The 4C/ID model accurately reflects the complexity of tasks such as ILS&T instruction, making the TPD program and consequent performance of the task potentially more systematic and precise. For this reason, it would be valuable for teacher educators to learn how to apply (aspects of) this model for teacher learning and development, such as the systematic approach to analyzing complex tasks. Likewise, it may be worthwhile to address (aspects of) the 4C/ID model in initial teacher training programs.
Several recommendations can be made for the instructional design of TPD programs based on the 4C/ID models using the design process reported in this study. The first recommendation is to incorporate the element of team training in TPD program design. In the case of subject integration, studies have stressed that teachers (and students) can benefit from collaboration and shared experiences [46,47].
The second recommendation is to include opportunities for classroom enactment by teachers in between the TPD meetings, where teachers receive feedback from a trainer.
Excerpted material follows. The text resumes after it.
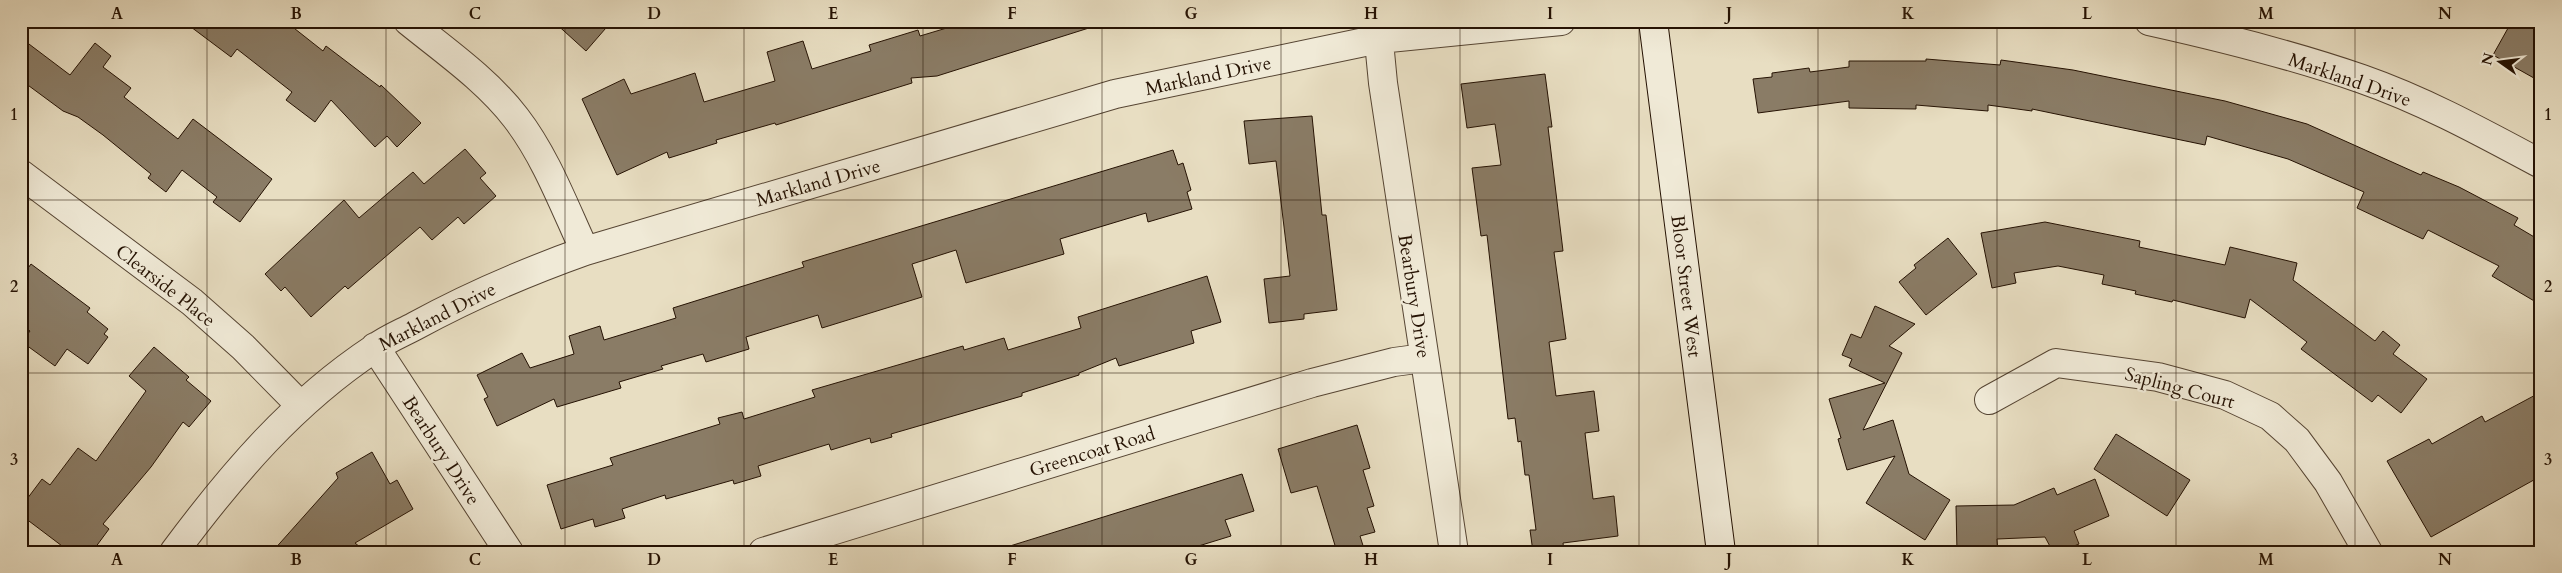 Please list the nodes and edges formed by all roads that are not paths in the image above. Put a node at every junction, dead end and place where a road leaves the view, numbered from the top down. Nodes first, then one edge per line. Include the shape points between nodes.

This provides teachers with the opportunity to immediately apply their new skills in practice, while also receiving feedback to promote reflection. Because the trainer’s feedback is based on the performance assessment that describes the standards for acceptable performance, this gives teachers a concrete starting point for improving their skills. It also gives trainers the opportunity to formulate differentiated learning goals for the individual teachers.
The third recommendation is to include concrete examples of the competencies that need to be learned. In this study, the TPD program includes videotaped modelling examples of experienced peers that demonstrated specific aspects (e.g., scaffolding instruction during ILS&T instruction) of the task. Various studies have explored the role of watching videos of peers in TPD, and have found that it can increase teachers’ engagement and motivation to change their classroom practices [48,49]. Gaudin and Chaliès [50] provide a short overview of several recommendations mentioned in studies on viewing videos of other teachers’ practices, including describing the educational context in which the video was made, and incorporating comments on the teacher’s activity.
A final recommendation is to attend more explicitly to the varying levels of prior knowledge and professional experiences of participating teachers. This variation could potentially be problematic, especially regarding their previous knowledge and experience with (inquiry- or design-based) S&T instruction. As the focus of this educational blueprint is on preparing teachers for ILS&T instruction, the program assumes a basic level of experience with S&T instruction. If that is not the case, teachers may require additional support or training before participating in this program.

5. Conclusions

In this study, the blueprint is presented for a 4C/ID-based TPD program aimed at equipping in-service primary school teachers for ILS&T instruction. The design process, based on the Ten Steps approach of the 4C/ID model, was described comprehensively. In this way, the study demonstrates the practical application of the Ten Steps approach in the domain of teacher education, which had remained still relatively unexplored to date. Moreover, the findings of this study contribute to the body of literature on ILS&T instruction in primary education. Specifically, it discerns the building blocks of a TPD program informed by theoretical and practical underpinnings that can equip primary school teachers for ILS&T instruction based on a whole-task approach rather than focusing on fragmented aspects of this complex task. As such, this study can inform instructional designers, teacher educators, and researchers about how to make informed decisions regarding the design of effective, comprehensive instructional programs for complex tasks.

Author Contributions

Conceptualization, M.J.R., A.J.V., H.V.K. and M.A.R.G.; methodology, M.J.R., A.J.V., H.V.K. and M.A.R.G.; validation, M.J.R., A.J.V., H.V.K. and M.A.R.G.; formal analysis, M.J.R., A.J.V., H.V.K. and M.A.R.G.; writing—original draft preparation, M.J.R.; writing—review and editing, A.J.V., H.V.K. and M.A.R.G.; visualization, M.J.R.; supervision, A.J.V., H.V.K. and M.A.R.G.; project administration, M.J.R.; funding acquisition, A.J.V. All authors have read and agreed to the published version of the manuscript.

Funding

This research was funded by TechYourFuture.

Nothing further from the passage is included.